Step-by-Step Solution:
Step 1: Total distance to be covered while crossing the platform = length of train + length of platform.Step 2: Total distance = 500 m + 221 m = 721 m.Step 3: Time taken = 35 seconds.Step 4: Speed in m/s = distance / time = 721 / 35 m/s.Step 5: Convert this speed to km/hr using the factor 18 / 5.Step 6: Speed in km/hr = (721 / 35) * (18 / 5) = (721 * 18) / 175.Step 7: Compute (721 * 18) = 12978, so speed = 12978 / 175 km/hr.Step 8: Divide 12978 by 175 to get 74.16 km/hr.

Verification / Alternative check:
As a quick check, note that 721 / 35 ≈ 20.6 m/s. Multiplying by 3.6 to convert to km/hr (which is equivalent to 18 / 5) gives 20.6 * 3.6 ≈ 74.16 km/hr. This matches the more detailed fraction-based calculation, confirming the correctness of the result.

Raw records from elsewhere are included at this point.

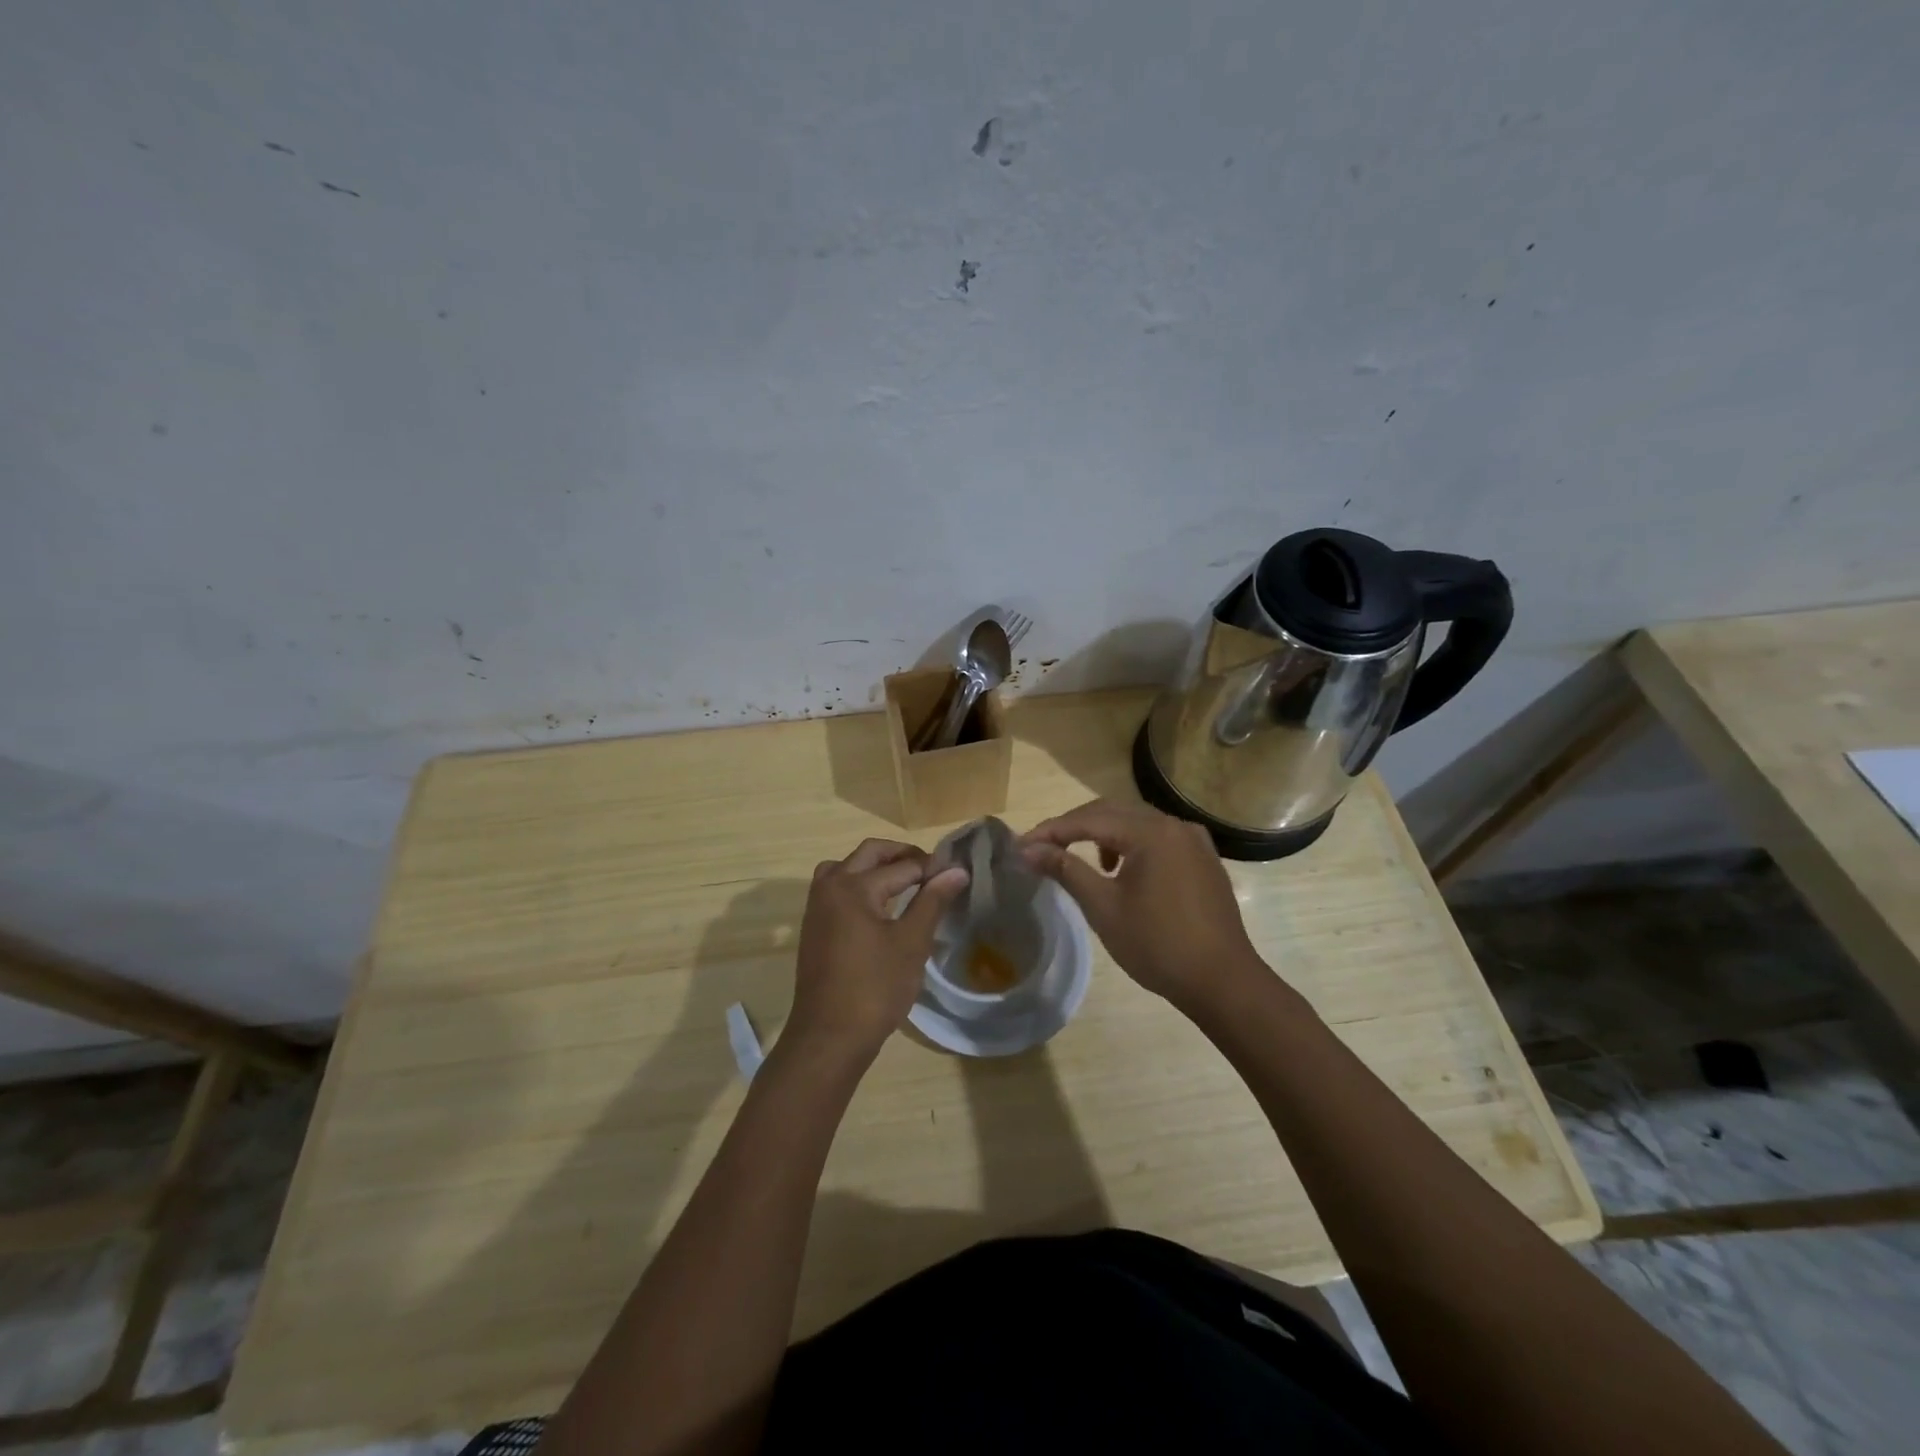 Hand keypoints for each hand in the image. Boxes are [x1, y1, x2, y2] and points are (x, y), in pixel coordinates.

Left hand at [786, 838, 968, 1065]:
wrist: (829, 1036)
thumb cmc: (875, 988)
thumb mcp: (911, 942)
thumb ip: (932, 901)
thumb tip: (956, 870)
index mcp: (853, 886)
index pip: (902, 865)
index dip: (932, 868)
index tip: (957, 873)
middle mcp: (830, 886)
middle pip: (869, 853)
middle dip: (902, 855)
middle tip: (932, 869)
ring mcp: (817, 906)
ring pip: (846, 867)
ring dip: (875, 865)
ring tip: (905, 881)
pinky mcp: (814, 926)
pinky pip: (836, 888)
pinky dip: (859, 883)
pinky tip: (880, 905)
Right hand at [1021, 800, 1265, 1008]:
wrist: (1222, 982)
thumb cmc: (1158, 945)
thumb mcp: (1104, 907)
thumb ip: (1066, 870)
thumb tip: (1028, 850)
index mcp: (1151, 832)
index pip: (1088, 819)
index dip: (1051, 830)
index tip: (1020, 845)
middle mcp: (1174, 825)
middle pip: (1113, 811)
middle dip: (1075, 826)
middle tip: (1044, 847)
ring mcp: (1194, 841)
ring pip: (1137, 822)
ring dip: (1104, 834)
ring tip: (1084, 862)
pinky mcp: (1204, 860)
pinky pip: (1159, 838)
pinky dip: (1132, 845)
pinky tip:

Why Other Options Are Wrong:
72.1 km/hr and 68.4 km/hr are close but correspond to slightly different crossing times than 35 seconds when you recompute distance = speed * time. 24.76 km/hr is far too small for the given distance and time. 78.54 km/hr is a bit too high and would imply a shorter crossing time than 35 seconds. Only 74.16 km/hr matches the exact arithmetic.

Common Pitfalls:
One frequent mistake is to forget to include the platform length and use only the train length as the distance. Another is to convert the speed incorrectly, for example by using 5 / 18 instead of 18 / 5 when moving from m/s to km/hr. Some learners also round intermediate values prematurely, leading to slightly off answers instead of the exact 74.16 km/hr.

Final Answer:
The speed of the train is 74.16 km/hr.